- THE TASK -
From first line to last, print the records exactly, but leave out the pictures.

- Stored entries -
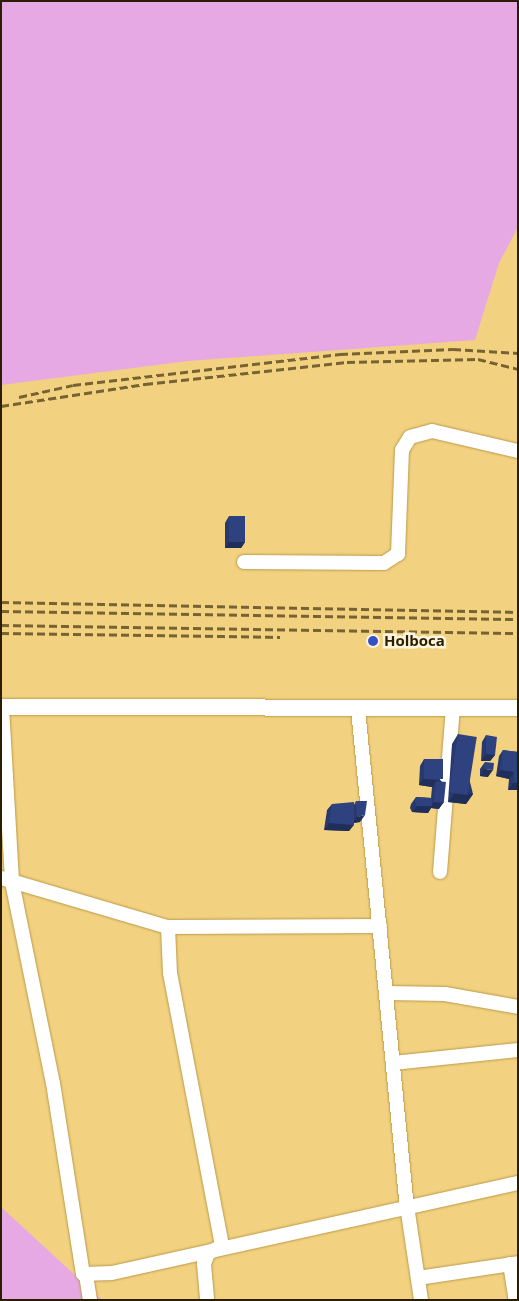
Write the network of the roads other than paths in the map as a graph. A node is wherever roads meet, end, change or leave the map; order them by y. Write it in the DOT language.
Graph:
graph roads {
  1 [pos="518,451"];
  2 [pos="244,562"];
  3 [pos="2,707"];
  4 [pos="453,708"];
  5 [pos="518,708"];
  6 [pos="358,709"];
  7 [pos="440,872"];
  8 [pos="6,880"];
  9 [pos="380,926"];
  10 [pos="168,927"];
  11 [pos="387,993"];
  12 [pos="518,1007"];
  13 [pos="518,1050"];
  14 [pos="393,1063"];
  15 [pos="518,1182"];
  16 [pos="406,1206"];
  17 [pos="222,1246"];
  18 [pos="514,1264"];
  19 [pos="86,1275"];
  20 [pos="418,1278"];
  21 [pos="207,1298"];
  22 [pos="90,1300"];
  23 [pos="421,1300"];
  24 [pos="516,1300"];
  1 -- 2 [label="street"];
  3 -- 6 [label="main road"];
  3 -- 8 [label="street"];
  4 -- 5 [label="main road"];
  4 -- 6 [label="main road"];
  4 -- 7 [label="street"];
  6 -- 9 [label="street"];
  8 -- 10 [label="street"];
  8 -- 19 [label="street"];
  9 -- 10 [label="street"];
  9 -- 11 [label="street"];
  10 -- 17 [label="street"];
  11 -- 12 [label="street"];
  11 -- 14 [label="street"];
  13 -- 14 [label="street"];
  14 -- 16 [label="street"];
  15 -- 16 [label="street"];
  16 -- 17 [label="street"];
  16 -- 20 [label="street"];
  17 -- 19 [label="street"];
  17 -- 21 [label="street"];
  18 -- 20 [label="street"];
  18 -- 24 [label="street"];
  19 -- 22 [label="street"];
  20 -- 23 [label="street"];
}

- EXERCISE ANSWER -
Write the network of the roads other than paths in the map as a graph. A node is wherever roads meet, end, change or leave the map; order them by y. Write it in the DOT language.
Graph:
graph roads {
  1 [pos="518,451"];
  2 [pos="244,562"];
  3 [pos="2,707"];
  4 [pos="453,708"];
  5 [pos="518,708"];
  6 [pos="358,709"];
  7 [pos="440,872"];
  8 [pos="6,880"];
  9 [pos="380,926"];
  10 [pos="168,927"];
  11 [pos="387,993"];
  12 [pos="518,1007"];
  13 [pos="518,1050"];
  14 [pos="393,1063"];
  15 [pos="518,1182"];
  16 [pos="406,1206"];
  17 [pos="222,1246"];
  18 [pos="514,1264"];
  19 [pos="86,1275"];
  20 [pos="418,1278"];
  21 [pos="207,1298"];
  22 [pos="90,1300"];
  23 [pos="421,1300"];
  24 [pos="516,1300"];
  1 -- 2 [label="street"];
  3 -- 6 [label="main road"];
  3 -- 8 [label="street"];
  4 -- 5 [label="main road"];
  4 -- 6 [label="main road"];
  4 -- 7 [label="street"];
  6 -- 9 [label="street"];
  8 -- 10 [label="street"];
  8 -- 19 [label="street"];
  9 -- 10 [label="street"];
  9 -- 11 [label="street"];
  10 -- 17 [label="street"];
  11 -- 12 [label="street"];
  11 -- 14 [label="street"];
  13 -- 14 [label="street"];
  14 -- 16 [label="street"];
  15 -- 16 [label="street"];
  16 -- 17 [label="street"];
  16 -- 20 [label="street"];
  17 -- 19 [label="street"];
  17 -- 21 [label="street"];
  18 -- 20 [label="street"];
  18 -- 24 [label="street"];
  19 -- 22 [label="street"];
  20 -- 23 [label="street"];
}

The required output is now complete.